REQUIRED ACTION: For this exercise, print the records below verbatim.

Collected data entries:

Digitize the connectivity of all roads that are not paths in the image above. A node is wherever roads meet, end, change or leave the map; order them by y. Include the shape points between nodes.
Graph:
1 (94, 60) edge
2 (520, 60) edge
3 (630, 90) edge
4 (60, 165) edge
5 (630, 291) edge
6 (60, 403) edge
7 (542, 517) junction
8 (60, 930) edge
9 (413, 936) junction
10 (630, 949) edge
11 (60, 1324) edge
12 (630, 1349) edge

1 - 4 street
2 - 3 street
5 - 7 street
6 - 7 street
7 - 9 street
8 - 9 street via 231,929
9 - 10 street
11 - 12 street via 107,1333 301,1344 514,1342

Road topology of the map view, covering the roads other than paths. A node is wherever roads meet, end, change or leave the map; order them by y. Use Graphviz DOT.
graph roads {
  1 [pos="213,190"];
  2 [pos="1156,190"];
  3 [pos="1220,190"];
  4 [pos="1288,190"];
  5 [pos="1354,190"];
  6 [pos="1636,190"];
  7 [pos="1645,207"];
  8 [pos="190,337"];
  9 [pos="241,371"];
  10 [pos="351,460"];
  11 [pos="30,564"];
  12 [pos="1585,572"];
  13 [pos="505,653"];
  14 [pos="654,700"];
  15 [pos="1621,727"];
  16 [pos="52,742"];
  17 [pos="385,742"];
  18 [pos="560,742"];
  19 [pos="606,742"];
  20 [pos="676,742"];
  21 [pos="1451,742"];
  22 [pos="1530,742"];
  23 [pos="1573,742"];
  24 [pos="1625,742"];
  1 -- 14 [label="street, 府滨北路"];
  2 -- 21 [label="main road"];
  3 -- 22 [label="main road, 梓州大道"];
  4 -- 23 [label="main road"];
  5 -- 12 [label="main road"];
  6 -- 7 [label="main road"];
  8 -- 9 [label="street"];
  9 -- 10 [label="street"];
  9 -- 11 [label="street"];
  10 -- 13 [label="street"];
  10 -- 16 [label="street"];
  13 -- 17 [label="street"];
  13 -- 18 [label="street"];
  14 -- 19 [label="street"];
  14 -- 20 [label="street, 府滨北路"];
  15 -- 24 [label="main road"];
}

RESPONSE BOX:
Digitize the connectivity of all roads that are not paths in the image above. A node is wherever roads meet, end, change or leave the map; order them by y. Include the shape points between nodes.
Graph:
1 (94, 60) edge
2 (520, 60) edge
3 (630, 90) edge
4 (60, 165) edge
5 (630, 291) edge
6 (60, 403) edge
7 (542, 517) junction
8 (60, 930) edge
9 (413, 936) junction
10 (630, 949) edge
11 (60, 1324) edge
12 (630, 1349) edge

1 - 4 street
2 - 3 street
5 - 7 street
6 - 7 street
7 - 9 street
8 - 9 street via 231,929
9 - 10 street
11 - 12 street via 107,1333 301,1344 514,1342

Road topology of the map view, covering the roads other than paths. A node is wherever roads meet, end, change or leave the map; order them by y. Use Graphviz DOT.
graph roads {
  1 [pos="213,190"];
  2 [pos="1156,190"];
  3 [pos="1220,190"];
  4 [pos="1288,190"];
  5 [pos="1354,190"];
  6 [pos="1636,190"];
  7 [pos="1645,207"];
  8 [pos="190,337"];
  9 [pos="241,371"];
  10 [pos="351,460"];
  11 [pos="30,564"];
  12 [pos="1585,572"];
  13 [pos="505,653"];
  14 [pos="654,700"];
  15 [pos="1621,727"];
  16 [pos="52,742"];
  17 [pos="385,742"];
  18 [pos="560,742"];
  19 [pos="606,742"];
  20 [pos="676,742"];
  21 [pos="1451,742"];
  22 [pos="1530,742"];
  23 [pos="1573,742"];
  24 [pos="1625,742"];
  1 -- 14 [label="street, 府滨北路"];
  2 -- 21 [label="main road"];
  3 -- 22 [label="main road, 梓州大道"];
  4 -- 23 [label="main road"];
  5 -- 12 [label="main road"];
  6 -- 7 [label="main road"];
  8 -- 9 [label="street"];
  9 -- 10 [label="street"];
  9 -- 11 [label="street"];
  10 -- 13 [label="street"];
  10 -- 16 [label="street"];
  13 -- 17 [label="street"];
  13 -- 18 [label="street"];
  14 -- 19 [label="street"];
  14 -- 20 [label="street, 府滨北路"];
  15 -- 24 [label="main road"];
}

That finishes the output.